Extract a subtree from a document tree
In this page, we are going to show how to use the
subtree
class to extract a subtree structure from an
existing document tree using JSONPath. The subtree
class
takes as the argumnets to its constructor:
an existing document tree instance of
document_tree
type, anda JSONPath expression
in order to reference a subtree within the document tree.
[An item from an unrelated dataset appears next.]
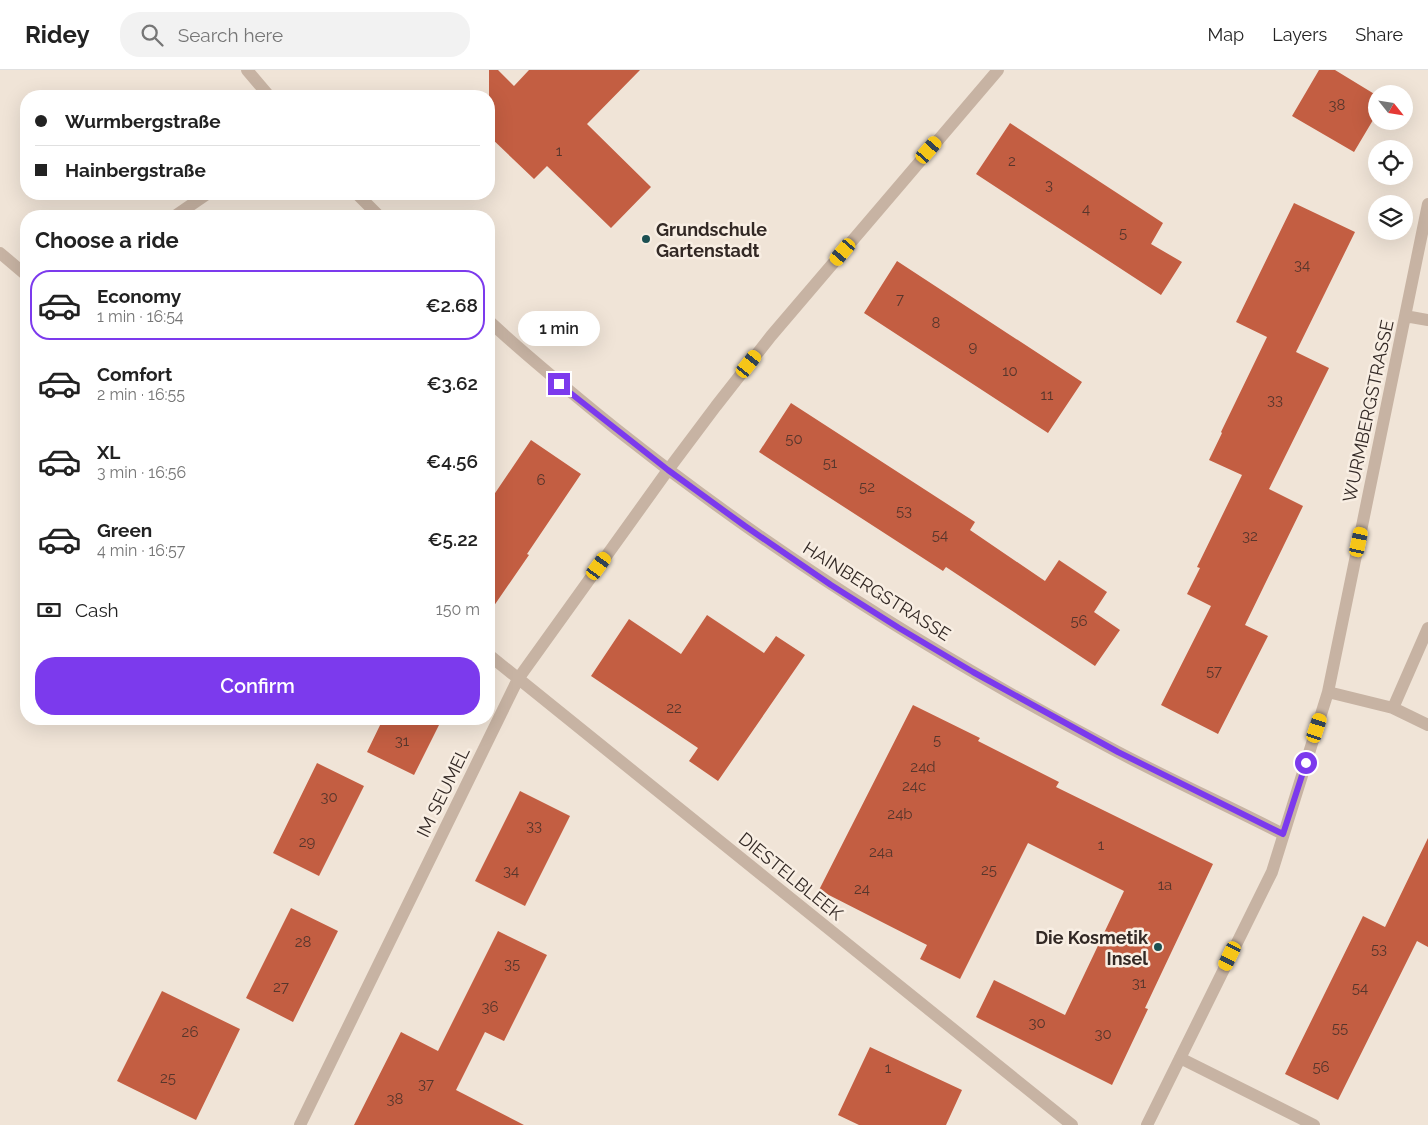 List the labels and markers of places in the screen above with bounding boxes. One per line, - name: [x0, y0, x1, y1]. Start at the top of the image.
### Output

Once the subtree is extracted,
you can use its dump()
function to dump its
content as a JSON string.
First, let’s include the headers we need in this example code:
#include <orcus/json_document_tree.hpp>
#include <orcus/config.hpp>
#include <iostream>
#include <string_view>
Both document_tree
and
subtree
classes are provided by the
json_document_tree.hpp
header, while the config.hpp
header is to access
the orcus::json_config
struct type.
The following is the input JSON string we will be using in this example:
constexpr std::string_view input_json = R"(
{
"id": "12345",
"name": "John Doe",
"email": "johndoe@example.com",
"roles": ["admin", "editor"],
"isActive": true,
"profile": {
"age": 34,
"gender": "male",
"address": {
"street": "123 Elm Street",
"city": "Springfield",
"state": "IL",
"zipCode": "62704"
},
"phoneNumbers": [
{
"type": "home",
"number": "555-1234"
},
{
"type": "work",
"number": "555-5678"
}
]
},
"preferences": {
"notifications": {
"email": true,
"sms": false,
"push": true
},
"theme": "dark",
"language": "en-US"
},
"lastLogin": "2024-11-25T13:45:30Z",
"purchaseHistory": [
{
"orderId": "A1001",
"date": "2024-01-15T10:00:00Z",
"total": 249.99,
"items": [
{
"productId": "P123",
"name": "Wireless Mouse",
"quantity": 1,
"price": 49.99
},
{
"productId": "P124",
"name": "Mechanical Keyboard",
"quantity": 1,
"price": 200.00
}
]
},
{
"orderId": "A1002",
"date": "2024-06-10T14:20:00Z",
"total": 119.99,
"items": [
{
"productId": "P125",
"name": "Noise Cancelling Headphones",
"quantity": 1,
"price": 119.99
}
]
}
]
}
)";
It is defined as a raw string literal to make the value more human-readable.
First, let’s load this JSON string into an in-memory tree:
orcus::json::document_tree doc;
doc.load(input_json, orcus::json_config{});
We can pass the input string defined above as its first argument. The
load()
function also requires a
json_config
instance as its second argument to specify
some configuration parameters, but since we are not doing anything out of the
ordinary, a default-constructed one will suffice.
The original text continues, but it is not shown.